====== GIVEN DATA

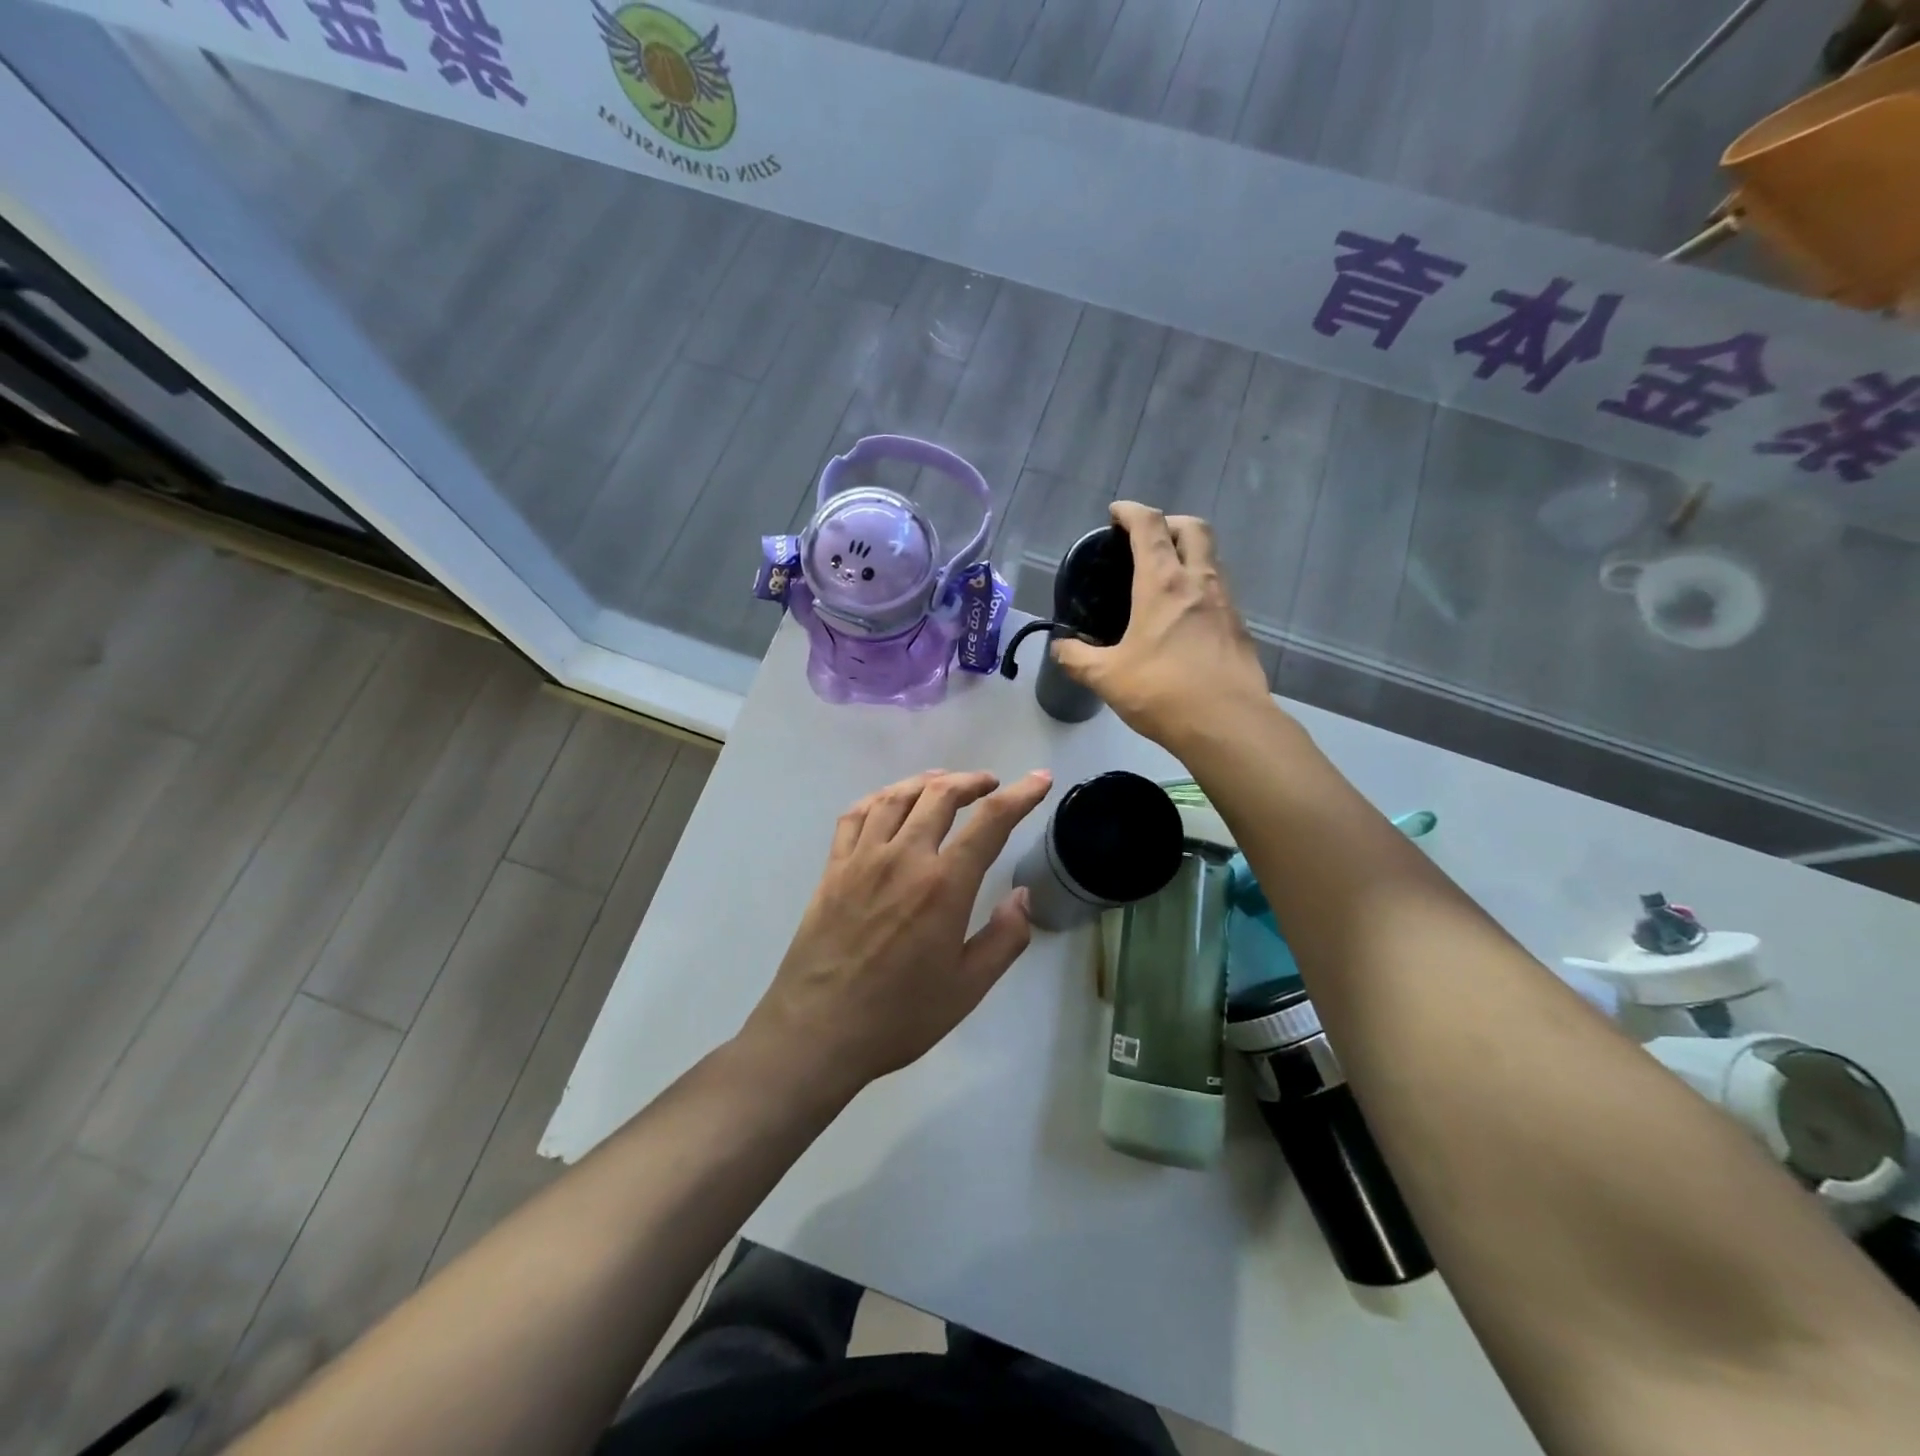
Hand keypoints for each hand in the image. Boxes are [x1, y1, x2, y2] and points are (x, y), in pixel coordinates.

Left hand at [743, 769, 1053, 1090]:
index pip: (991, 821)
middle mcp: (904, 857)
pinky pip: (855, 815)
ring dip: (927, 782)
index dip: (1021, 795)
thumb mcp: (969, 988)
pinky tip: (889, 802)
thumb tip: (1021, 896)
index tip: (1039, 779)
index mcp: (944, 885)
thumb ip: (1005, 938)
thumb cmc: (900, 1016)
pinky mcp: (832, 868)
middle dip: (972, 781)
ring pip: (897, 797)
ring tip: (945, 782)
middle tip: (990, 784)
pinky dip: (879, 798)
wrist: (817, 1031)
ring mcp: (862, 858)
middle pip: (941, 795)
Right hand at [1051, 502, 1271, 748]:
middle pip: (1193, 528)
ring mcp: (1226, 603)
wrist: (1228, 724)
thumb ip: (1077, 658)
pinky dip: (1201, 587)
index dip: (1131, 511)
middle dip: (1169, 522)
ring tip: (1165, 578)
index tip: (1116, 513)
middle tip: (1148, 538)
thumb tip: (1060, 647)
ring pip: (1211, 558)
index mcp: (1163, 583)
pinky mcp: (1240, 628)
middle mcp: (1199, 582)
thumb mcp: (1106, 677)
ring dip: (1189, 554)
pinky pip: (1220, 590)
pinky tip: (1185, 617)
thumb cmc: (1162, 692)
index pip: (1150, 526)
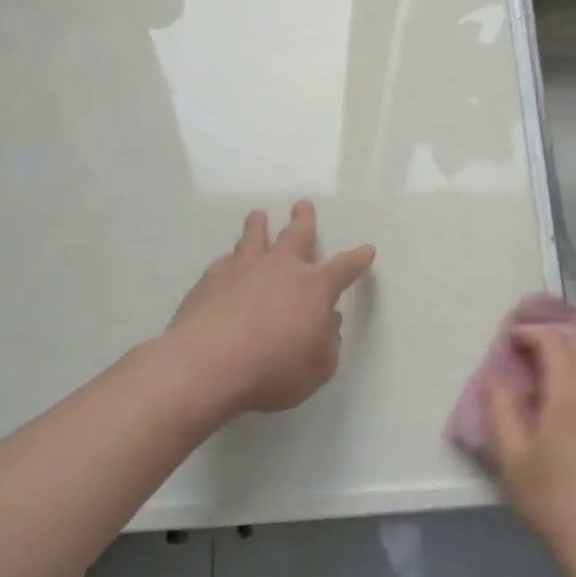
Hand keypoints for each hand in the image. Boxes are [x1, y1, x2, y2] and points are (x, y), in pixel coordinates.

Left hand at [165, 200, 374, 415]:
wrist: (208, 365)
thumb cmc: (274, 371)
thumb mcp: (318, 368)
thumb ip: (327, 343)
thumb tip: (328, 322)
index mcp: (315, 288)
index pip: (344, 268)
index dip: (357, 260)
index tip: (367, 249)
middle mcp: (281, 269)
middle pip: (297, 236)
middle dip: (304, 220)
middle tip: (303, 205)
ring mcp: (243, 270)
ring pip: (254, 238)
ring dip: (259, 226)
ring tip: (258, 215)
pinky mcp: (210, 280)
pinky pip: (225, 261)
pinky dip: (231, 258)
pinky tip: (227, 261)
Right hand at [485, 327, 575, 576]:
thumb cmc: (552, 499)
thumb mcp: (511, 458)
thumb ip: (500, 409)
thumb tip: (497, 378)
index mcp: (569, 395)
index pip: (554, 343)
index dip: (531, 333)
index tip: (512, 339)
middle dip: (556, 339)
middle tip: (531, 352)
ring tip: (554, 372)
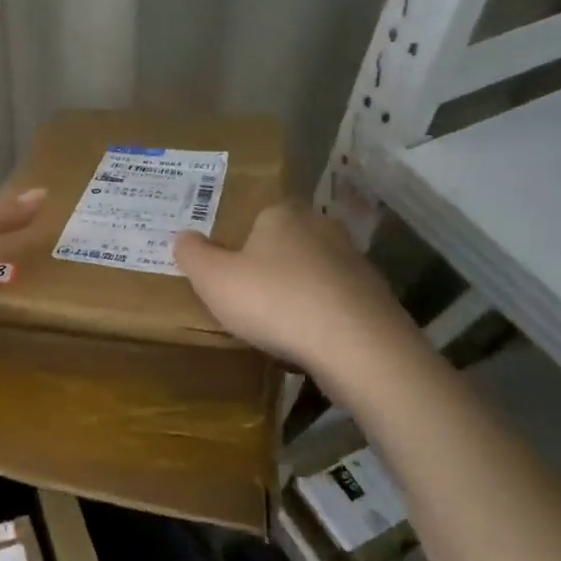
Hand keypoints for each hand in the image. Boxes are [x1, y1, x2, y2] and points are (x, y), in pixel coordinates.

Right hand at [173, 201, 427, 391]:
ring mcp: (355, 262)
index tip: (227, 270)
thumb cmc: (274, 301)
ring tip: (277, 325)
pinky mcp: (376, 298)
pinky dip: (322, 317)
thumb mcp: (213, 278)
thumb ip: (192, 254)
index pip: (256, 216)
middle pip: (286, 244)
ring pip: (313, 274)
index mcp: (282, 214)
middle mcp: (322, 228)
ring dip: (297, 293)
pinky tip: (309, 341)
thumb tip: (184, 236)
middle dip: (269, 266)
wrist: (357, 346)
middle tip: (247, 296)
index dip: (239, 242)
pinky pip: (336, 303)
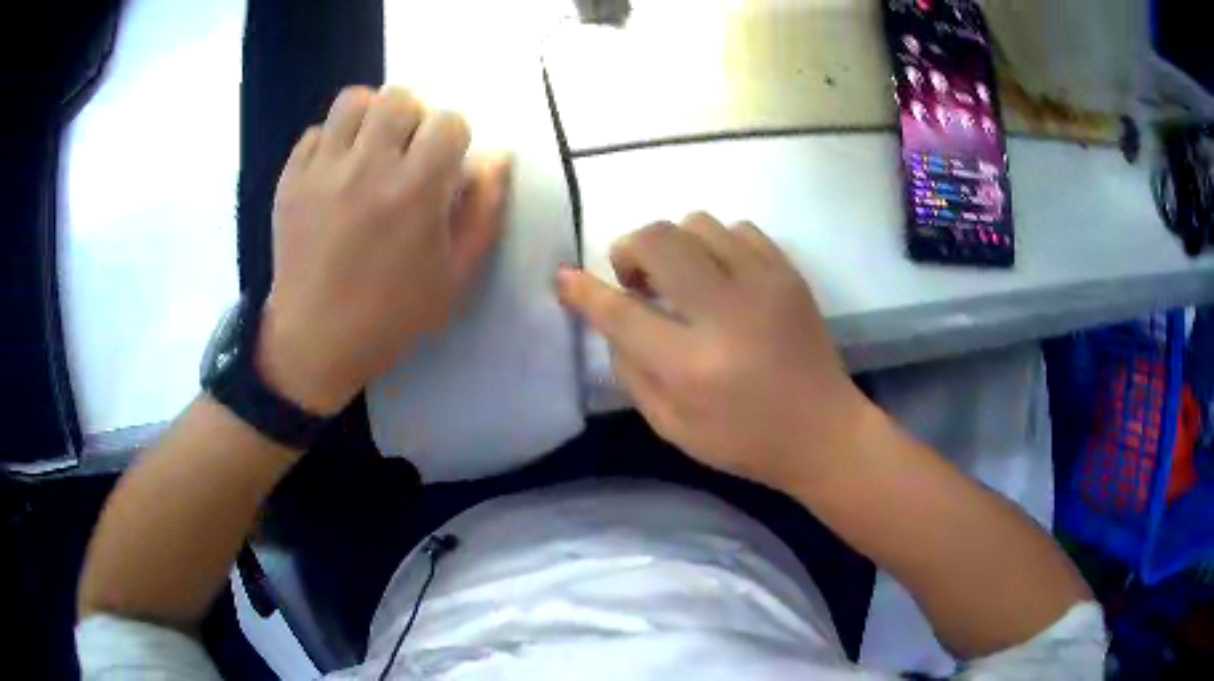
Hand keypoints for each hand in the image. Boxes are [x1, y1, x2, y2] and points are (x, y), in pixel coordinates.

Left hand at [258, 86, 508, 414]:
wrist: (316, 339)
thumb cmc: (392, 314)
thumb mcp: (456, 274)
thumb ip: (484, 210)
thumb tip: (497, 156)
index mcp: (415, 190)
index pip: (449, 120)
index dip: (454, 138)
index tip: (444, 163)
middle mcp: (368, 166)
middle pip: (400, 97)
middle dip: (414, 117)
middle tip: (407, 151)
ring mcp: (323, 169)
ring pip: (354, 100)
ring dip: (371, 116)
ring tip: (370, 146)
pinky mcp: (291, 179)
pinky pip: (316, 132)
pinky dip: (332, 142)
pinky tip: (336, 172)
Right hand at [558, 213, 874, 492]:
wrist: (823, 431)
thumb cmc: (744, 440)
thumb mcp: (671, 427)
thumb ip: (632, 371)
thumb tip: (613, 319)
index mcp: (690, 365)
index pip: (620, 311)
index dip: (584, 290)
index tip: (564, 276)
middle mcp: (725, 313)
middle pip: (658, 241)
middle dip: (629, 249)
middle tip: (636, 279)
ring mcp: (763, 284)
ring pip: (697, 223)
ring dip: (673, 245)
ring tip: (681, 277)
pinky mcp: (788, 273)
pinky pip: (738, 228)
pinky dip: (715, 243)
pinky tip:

============

• **WORK REQUIRED**:
Give the preceding data back exactly, minus every picture.

• **YOUR SOLUTION**:
Hand keypoints for each hand in the image. Boxes are [x1, y1, x2, y2] and points are (x, y), in pixel coordinates.

Left hand at [743, 769, 1053, 1090]:
index pip: (991, 821)
middle mcp: (904, 857)
pinky pip: (855, 815)
ring dip: (927, 782)
index dip: (1021, 795)
thumb mcp: (969, 988)
pinky tip: (889, 802)
thumb tip: (1021, 896)
index tip: (1039, 779)
index mcp: (944, 885)
thumb ip: (1005, 938)
thumb cmc: (900, 1016)
pinky mcp: (832, 868)
middle dip: (972, 781)
ring pip: (897, 797)
ring tip: (945, 782)
middle tip: (990, 784)
pinky dip: (879, 798)
wrist: (817, 1031)
ring mcp: (862, 858)
middle pip: (941, 795)
Right hand at [1051, 502, 1271, 748]:
middle pip: (1193, 528)
ring mcp: (1226, 603)
wrist: (1228, 724)
thumb ip: (1077, 658)
pinky dip: (1201, 587)
index dip: (1131, 511)
middle dip: (1169, 522)
ring tip: (1165, 578)
index tip: (1116, 513)
middle tip: (1148, 538)
thumb tip: (1060, 647)
ring pip: (1211, 558)
index mcp: (1163, 583)
pinky mcp: (1240, 628)
middle mcp: (1199, 582)
thumb mcp: (1106, 677)
ring dip: (1189, 554)
pinky pip: (1220, 590)
pinky tip: (1185, 617)
thumb cmc: (1162, 692)
index pip: (1150, 526)
Hand keypoints for each hand in the image. Boxes are [x1, y1, x2, y2] and points are (x, y), in pixel coordinates.

Left hand at [165, 200, 374, 415]:
wrist: (208, 365)
thumb cmc: (274, 371)
thumb mcp: (318, 368)
thumb ip: (327, 343)
thumb tip: (328, 322)
index mcp: (315, 288)
index pip: (344, 268)
index dip: (357, 260)
index tip: (367, 249)
middle mcp: (281, 269)
middle pip: (297, 236)
middle dip: (304, 220)
middle tip: (303, 205)
ring mcp: (243, 270)
ring pip: (254, 238)
ring dip: (259, 226)
ring tip: (258, 215)
pinky mcp: (210, 280)
pinky pip: (225, 261)
pinky dip: (231, 258)
pinky tip: (227, 261)
Right hand at [485, 327, 575, 576]:
thumb cmc: (552, 499)
thumb mcp: (511, 458)
thumb ip: (500, 409)
thumb tip: (497, 378)
index mcp: (569, 395)
index pip: (554, 343)
index dip: (531, 333)
index tip: (512, 339)
middle dip: (556, 339)
middle tip: (531, 352)
ring tip: (554, 372)
Hand keypoints for each hand in the image. Boxes are [x1, y1, x2, y2] and points are (x, y), in pixel coordinates.

Right hand at [173, 201, 427, 391]:
ring mcp: (355, 262)
index tip: (227, 270)
thumb cmc: (274, 301)
ring tip: (277, 325)
pinky mcp: (376, 298)
pinky dip: (322, 317)
thumb mcp: (213, 278)
thumb ip: (192, 254)
index pip: (256, 216)
middle pip: (286, 244)
ring pip: (313, 274)
index mcp: (282, 214)
middle mcp: (322, 228)
ring dip: (297, 293)
pinky tip: (309, 341)
thumb tip: (184, 236)
middle dip: (269, 266)
wrist: (357, 346)
middle tip: (247, 296)
index dip: (239, 242)
pinky pip: (336, 303)
Hand keypoints for each hand in the image. Boxes are [x1, y1, x2, y2] and points are (x, y), in pixel coordinates.

Left hand at [258, 86, 508, 414]:
wrist: (316, 339)
thumb cmc: (392, 314)
thumb mcp: (456, 274)
thumb ip: (484, 210)
thumb tip: (497, 156)
index mcp: (415, 190)
index pip: (449, 120)
index dip: (454, 138)
index tip: (444, 163)
middle mcp: (368, 166)
middle pip: (400, 97)
middle dip: (414, 117)
middle tip: (407, 151)
ring mcp: (323, 169)
ring pip: (354, 100)
ring dip: (371, 116)
ring tip: (370, 146)
pinky mcp: (291, 179)
pinky pip: (316, 132)
pinky dip: (332, 142)
pinky tip: (336, 172)
Right hand at [558, 213, 874, 492]:
wrist: (823, 431)
thumb cmc: (744, 440)
thumb mcp: (671, 427)
thumb ip: (632, 371)
thumb tip: (613, 319)
index mcp: (690, 365)
index pip: (620, 311)
index dip: (584, 290)
index tip: (564, 276)
middle mcp: (725, 313)
middle pip: (658, 241)
middle dip: (629, 249)
middle tip: (636, 279)
ring mcp: (763, 284)
ring pip: (697, 223)
ring dip: (673, 245)
ring tip: (681, 277)
pinky mcp: (788, 273)
pinky pip: (738, 228)
pinky dip: (715, 243)
pinky tip:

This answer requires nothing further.